Riley meets Elle Robinson (Pippa Black) at Charlie's Bar and the two became friends. After falling for her, he competes for her affection with Oliver (David Hoflin). Riley gains a cadet-ship at the Erinsborough News, and shares it with Elle as a result of her losing her old job and finding an interest in journalism. Riley helps his sister Bridget cope with the disability she gets after a car accident.

Riley and Elle secretly go to an illegal dance party to report for Erinsborough News even though they had clear instructions not to. They manage to leave after the roof collapses. Riley then reveals his feelings to Elle through a draft of a news article. Elle sees it, blushes and tells Riley that she is not ready to be involved in a relationship, which Riley does not believe. Riley then catches the eye of his new co-worker Heather and develops a relationship, which makes Elle jealous, but she agrees to be friends with Riley.

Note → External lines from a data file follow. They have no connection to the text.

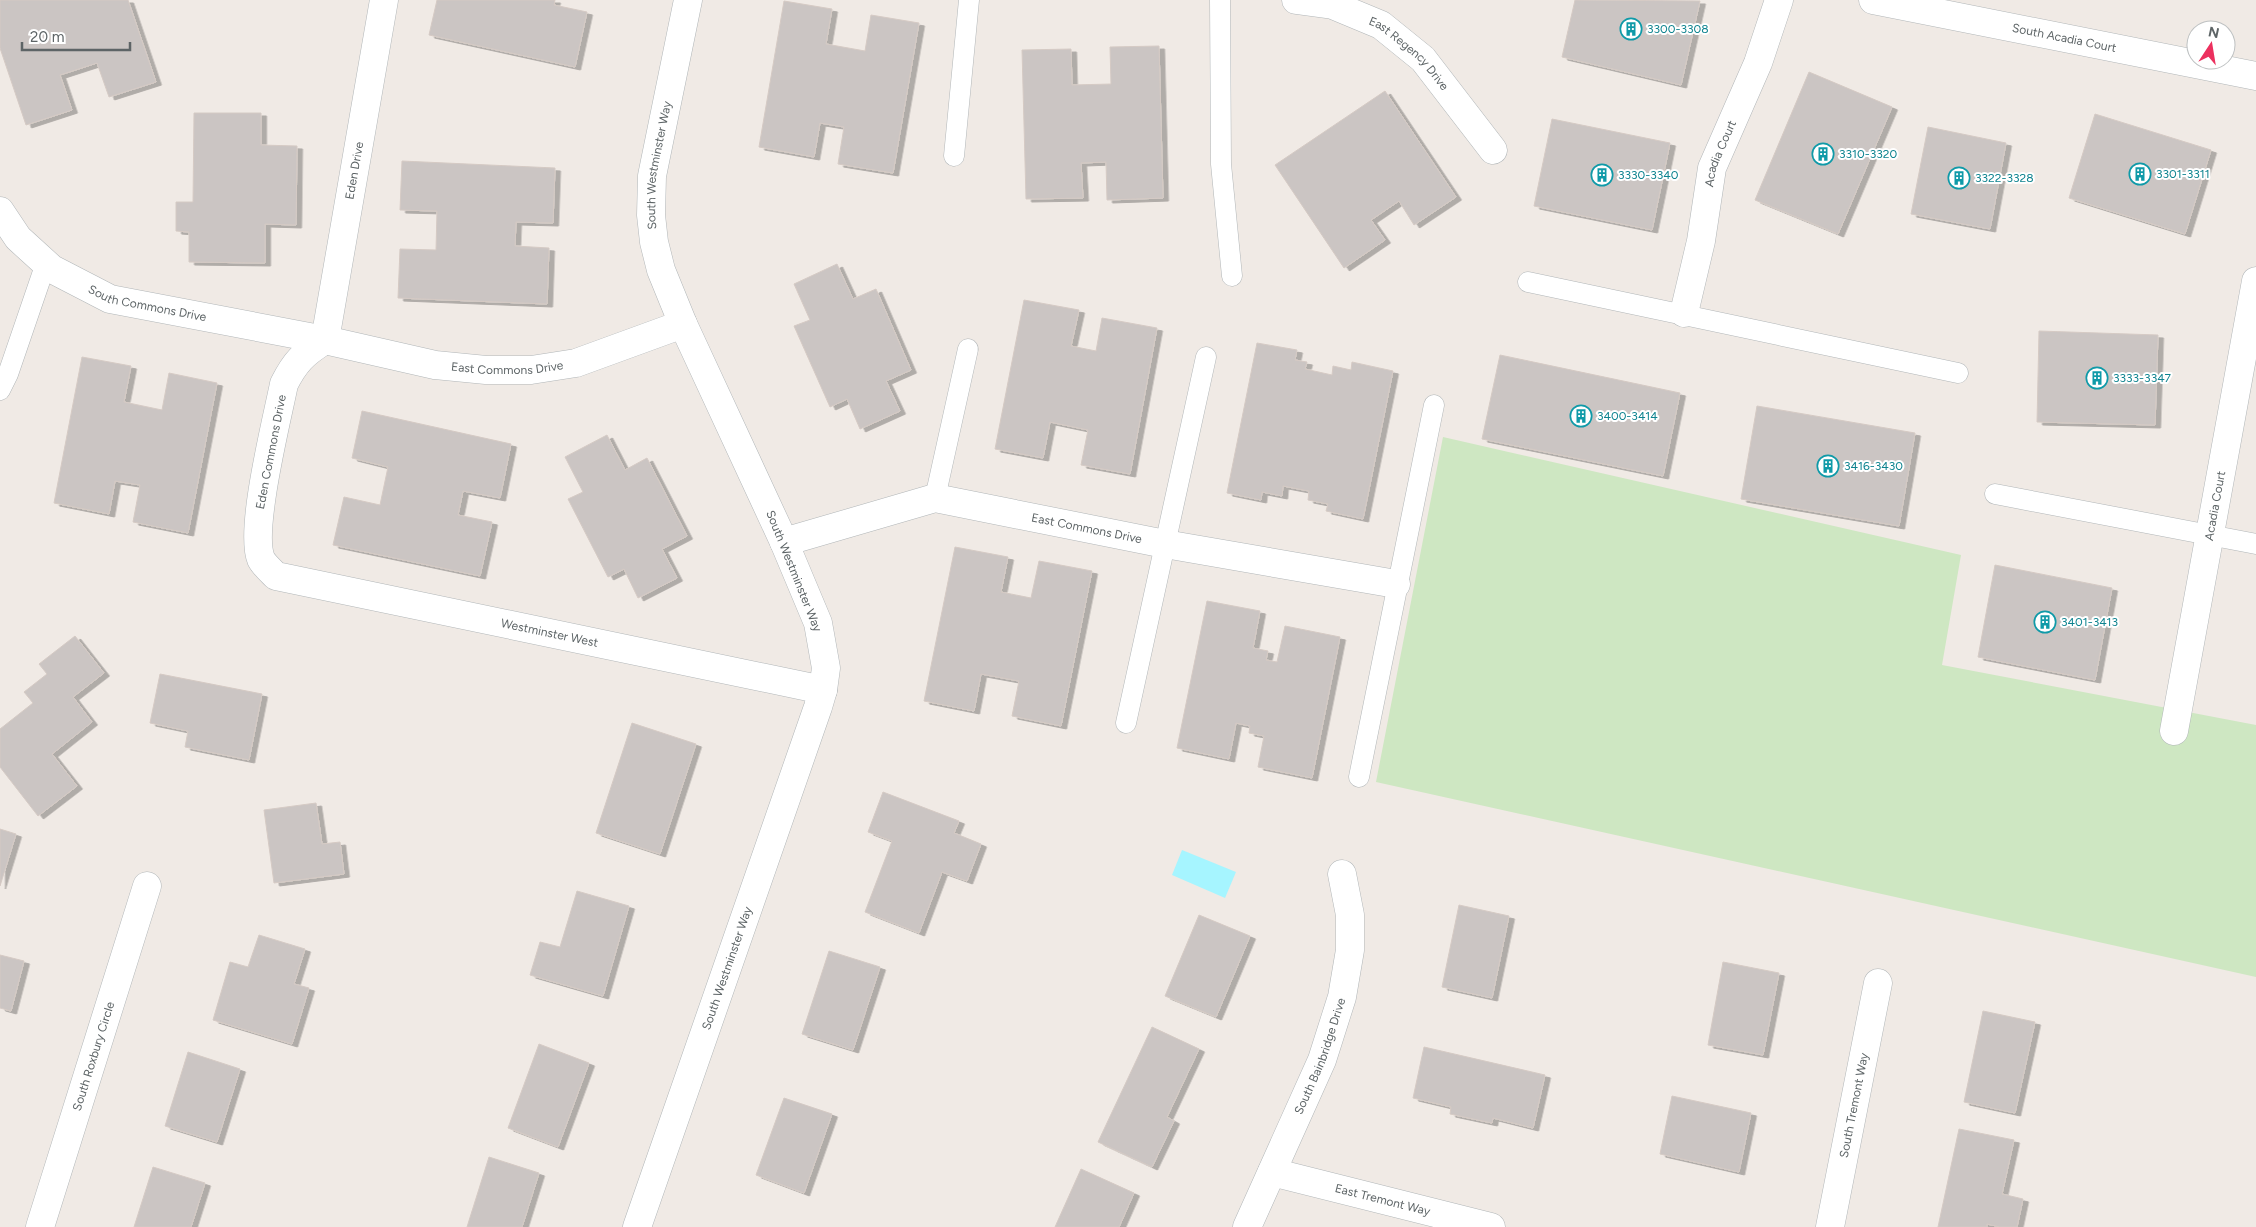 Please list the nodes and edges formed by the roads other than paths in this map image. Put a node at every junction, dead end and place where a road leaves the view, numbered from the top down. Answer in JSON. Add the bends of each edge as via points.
{"nodes":[{"id":1,"x":384,"y":0,"type":"edge"},
{"id":2,"x":688,"y":0,"type":"edge"},
{"id":3,"x":969,"y":0,"type":"edge"},
{"id":4,"x":1220,"y":0,"type":"edge"},
{"id":5,"x":1296,"y":0,"type":"edge"},
{"id":6,"x":1780,"y":0,"type":"edge"},
{"id":7,"x":1873,"y":0,"type":"edge"},
{"id":8,"x":2256,"y":76,"type":"edge"},
{"id":9,"x":1493,"y":150,"type":"dead end"},
{"id":10,"x":954,"y":156,"type":"dead end"},
{"id":11,"x":0,"y":211,"type":"edge"},
{"id":12,"x":46,"y":263,"type":"junction"},
{"id":13,"x":1232,"y":276,"type":"dead end"},
{"id":14,"x":2256,"y":281,"type":"edge"},
{"id":15,"x":1528,"y":282,"type":"dead end"},
{"id":16,"x":1684,"y":313,"type":"junction"},
{"id":17,"x":683,"y":324,"type":"junction"},
{"id":18,"x":325,"y":340,"type":"junction"},
{"id":19,"x":968,"y":349,"type":"dead end"},
{"id":20,"x":1206,"y":357,"type":"dead end"},
{"id":21,"x":1958,"y":373,"type":"dead end"},
{"id":22,"x":0,"y":390,"type":"edge"},
{"id":23,"x":1434,"y":405,"type":"dead end"},
{"id":24,"x":1995,"y":494,"type":"dead end"},
{"id":25,"x":935,"y":498,"type":"junction"},
{"id":26,"x":2210,"y":534,"type":"junction"},
{"id":27,"x":784,"y":542,"type":"junction"},
{"id":28,"x":1165,"y":544,"type":"junction"},
{"id":29,"x":2256,"y":544,"type":"edge"},
{"id":30,"x":276,"y":576,"type":"joint"},
{"id":31,"x":1396,"y":584,"type":"junction"},
{"id":32,"x":823,"y":690,"type":"junction"},
{"id":33,"x":1126,"y":723,"type":"dead end"},
{"id":34,"x":2174,"y":731,"type":"dead end"},
{"id":35,"x":1359,"y":777,"type":"dead end"},
{"id":36,"x":1342,"y":874,"type":"dead end"},
{"id":37,"x":147,"y":886,"type":"dead end"},
{"id":38,"x":1878,"y":983,"type":"dead end"},
{"id":39,"x":1272,"y":1172,"type":"junction"},
{"id":40,"x":40,"y":1227,"type":"edge"},
{"id":41,"x":637,"y":1227,"type":"edge"},
{"id":42,"x":1247,"y":1227,"type":"edge"},
{"id":43,"x":1491,"y":1227,"type":"edge"},
{"id":44,"x":1830,"y":1227,"type":"edge"}],
"edges":[{"from":1,"to":18,"type":"street","name":"Eden Drive"},
{"from":2,"to":17,"type":"street","name":"South Westminster Way","via":[[652,176],[651,215],[662,270]]},
{"from":3,"to":10,"type":"lane"},
{"from":4,"to":13,"type":"lane","via":[[1221,164]]},
{"from":5,"to":9,"type":"street","name":"East Regency Drive","via":[[1333,5],[1381,25],[1424,59]]},
{"from":6,"to":16,"type":"street","name":"Acadia Court","via":[[1758,63],[1712,168],[1701,241]]},
{"from":7,"to":8,"type":"street","name":"South Acadia Court"},
{"from":11,"to":12,"type":"street","name":"South Commons Drive","via":[[18,238]]},
{"from":12,"to":18,"type":"street","name":"South Commons Drive","via":[[110,299]]},
{"from":12,"to":22,"type":"lane"},
{"from":14,"to":26,"type":"street","name":"Acadia Court"},
{"from":15,"to":16,"type":"lane"},
{"from":16,"to":21,"type":"lane"},
{"from":17,"to":18,"type":"street","name":"East Commons Drive","via":[[576,363],[530,370],[435,365]]},
{"from":17,"to":27,"type":"street","name":"South Westminster Way"},
{"from":18,"to":30,"type":"street","name":"Eden Commons Drive","via":[[293,365],[284,384],[257,539],[262,559]]},
{"from":19,"to":25,"type":"lane"},
{"from":20,"to":28,"type":"lane"},
{"from":23,"to":31,"type":"lane"},
{"from":24,"to":26,"type":"lane"},
{"from":25,"to":27,"type":"street","name":"East Commons Drive"},
{"from":25,"to":28,"type":"street","name":"East Commons Drive"},
{"from":26,"to":29,"type":"lane"},
{"from":26,"to":34,"type":"street","name":"Acadia Court"},
{"from":27,"to":32,"type":"street","name":"South Westminster Way","via":[[818,623],[826,668]]},
{"from":28,"to":31,"type":"street","name":"East Commons Drive"},
{"from":28,"to":33,"type":"lane"},
{"from":30,"to":32,"type":"street","name":"Westminster West"},
{"from":31,"to":35,"type":"lane"},
{"from":32,"to":41,"type":"street","name":"South Westminster Way"},
{"from":36,"to":39,"type":"street","name":"South Bainbridge Drive","via":[[1350,915],[1350,950],[1342,997],[1322,1060]]},
{"from":37,"to":40,"type":"street","name":"South Roxbury Circle"},
{"from":38,"to":44,"type":"street","name":"South Tremont Way"},
{"from":39,"to":42,"type":"street","name":"South Bainbridge Drive"},
{"from":39,"to":43,"type":"street","name":"East Tremont Way"}]} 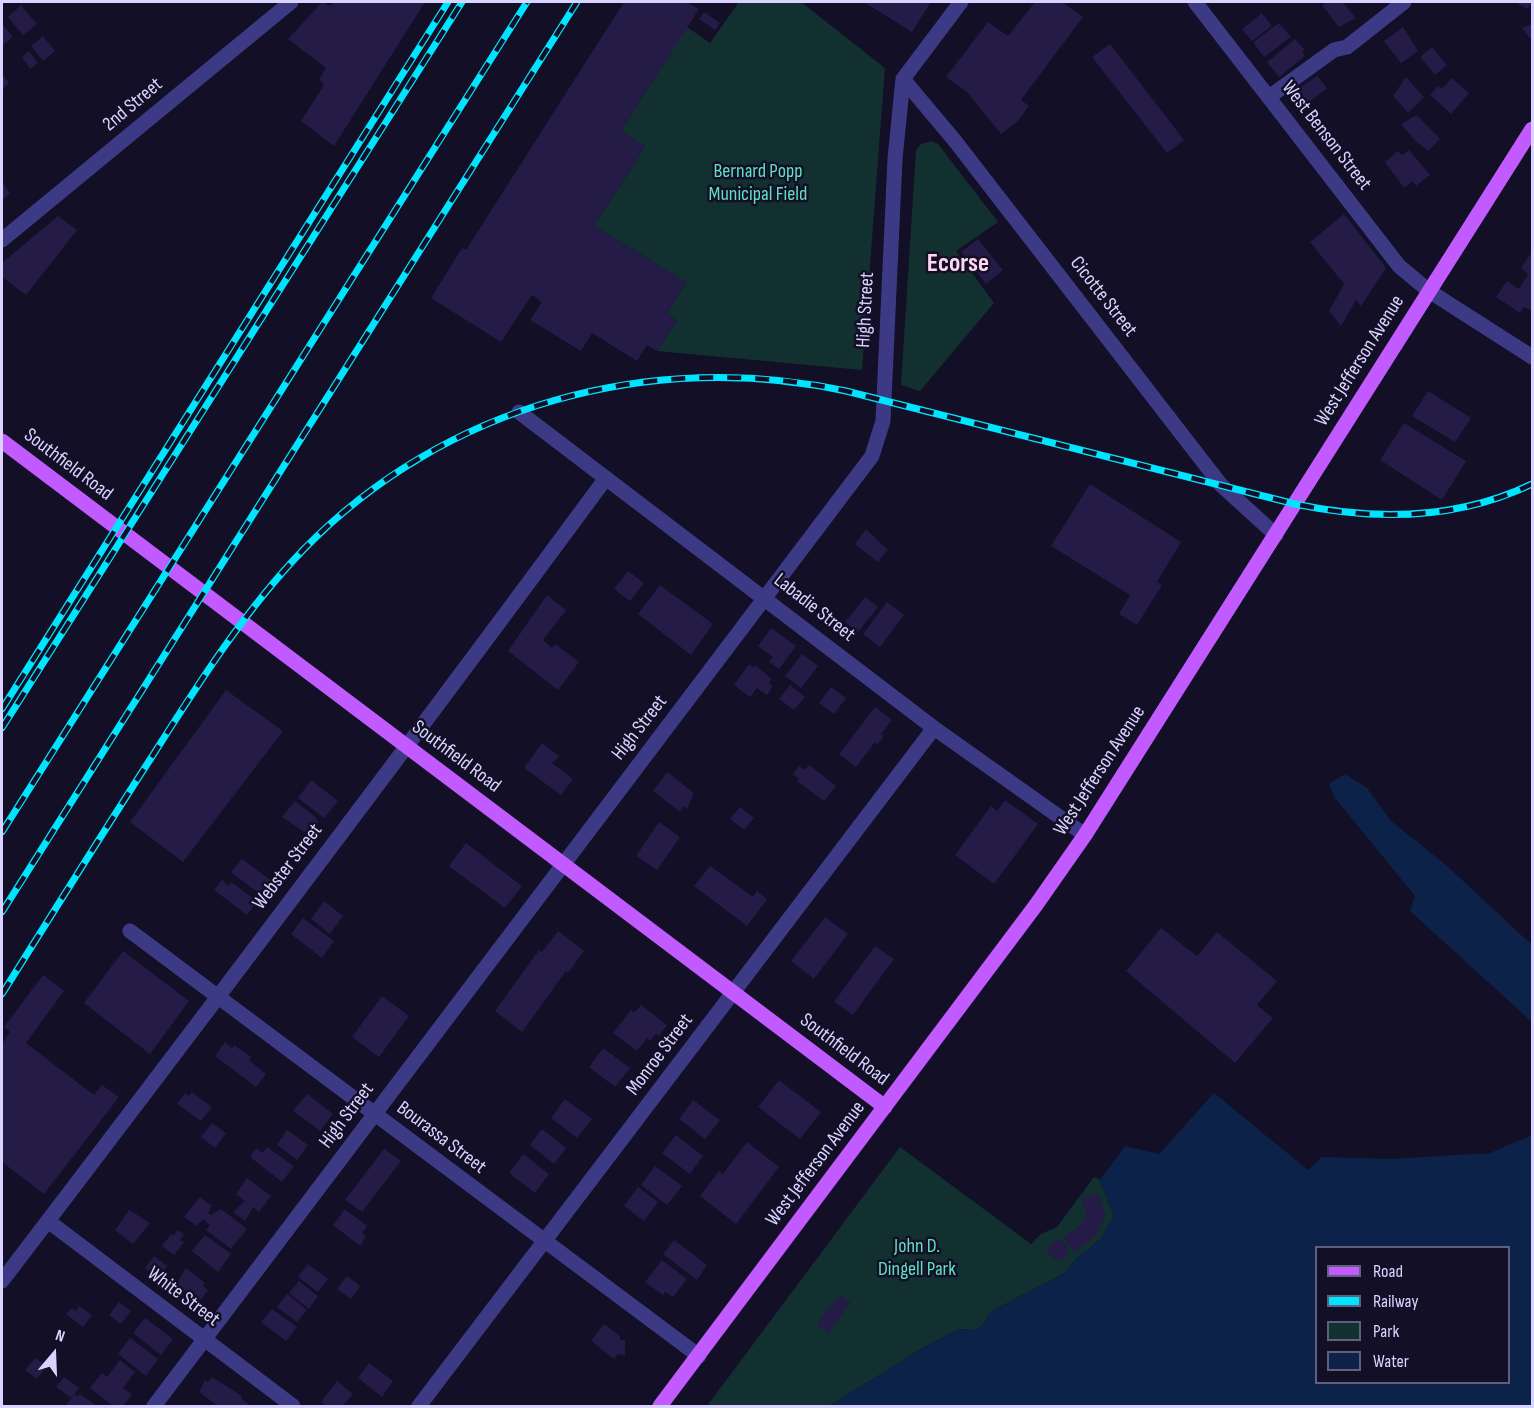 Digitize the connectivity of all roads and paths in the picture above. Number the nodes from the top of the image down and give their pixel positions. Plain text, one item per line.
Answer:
1 (291, 2) edge
2 (961, 2) edge
3 (1195, 2) edge
4 (1404, 2) edge
5 (903, 79) junction
6 (1269, 97) junction
7 (1533, 129) edge
8 (2, 240) edge
9 (1429, 291) junction
10 (1533, 357) edge
11 (519, 412) dead end
12 (2, 441) edge
13 (606, 478) junction
14 (1276, 535) junction
15 (767, 598) junction
16 (934, 728) junction
17 (408, 747) junction
18 (1084, 835) junction
19 (563, 865) junction
20 (130, 931) dead end
21 (733, 993) junction
22 (217, 995) junction
23 (885, 1107) junction
24 (375, 1113) junction
25 (48, 1221) junction
26 (544, 1242) junction
27 (2, 1281) edge
28 (204, 1341) junction
29 (699, 1356) junction
30 (154, 1407) edge
31 (293, 1407) edge
32 (419, 1407) edge
33 (660, 1407) edge

1 - 8 street, 2nd Street
2 - 5 street
3 - 6 street, West Benson Street
4 - 6 street
5 - 14 street, Cicotte Street
5 - 15 street, High Street
6 - 9 street, West Benson Street
7 - 9 main road, West Jefferson Avenue
9 - 10 street, West Benson Street
9 - 14 main road, West Jefferson Avenue
11 - 13 street, Labadie Street
12 - 17 main road, Southfield Road
13 - 15 street, Labadie Street
13 - 17 street, Webster Street
14 - 18 main road, West Jefferson Avenue
15 - 16 street, Labadie Street
15 - 19 street, High Street
16 - 18 street, Labadie Street
16 - 21 street, Monroe Street
17 - 19 main road, Southfield Road
17 - 22 street, Webster Street
18 - 23 main road, West Jefferson Avenue
19 - 21 main road, Southfield Road
19 - 24 street, High Street
20 - 22 street, Bourassa Street
21 - 23 main road, Southfield Road
21 - 26 street, Monroe Street
22 - 24 street, Bourassa Street
22 - 25 street, Webster Street
23 - 29 main road, West Jefferson Avenue
24 - 26 street, Bourassa Street
24 - 28 street, High Street
25 - 27 street, Webster Street
25 - 28 street, White Street
26 - 29 street, Bourassa Street
26 - 32 street, Monroe Street
28 - 30 street, High Street
28 - 31 street, White Street
29 - 33 main road, West Jefferson Avenue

Miranda's sister Nicola arrives in Ramsay Street and it is revealed that she and Riley have a past romantic history. When she kisses him, Heather sees and is disgusted Riley would cheat on her with his aunt. They keep up the affair and attempt to keep it from Miranda and Steve. After Bridget discovers Riley and Nicola's relationship, he becomes worried and is desperate to get away from Nicola, so he decides to go to the Middle East to be war correspondent against his parents' will. While the family are out for dinner, Riley packs his bags and leaves a note in an envelope for Steve and Miranda labelled "Mum and Dad" on it. However, after he walks out, Nicola takes the envelope and puts it in her pocket. Miranda later sees it and is very annoyed with Nicola. Later on, when Miranda and Steve find out that Nicola had been having sex with Riley, they try to get him to come back but are unsuccessful.

==Reception==
Riley has a unique laugh that has been noted in media sources, of this Last Broadcast branded his laugh as an 'awesome' creation. In 2007, Ruth Deller of television website Lowculture gave Riley a mixed review. She said "Riley is decent enough eye candy, but he needs to take his shirt off a bit more, get screwed over by Elle Robinson and go all dewey-eyed with tears. And get a plotline". Sarah Ellis from Inside Soap said that Riley is no bad boy and acted "so nice that he makes cuddly Harold look like a criminal mastermind".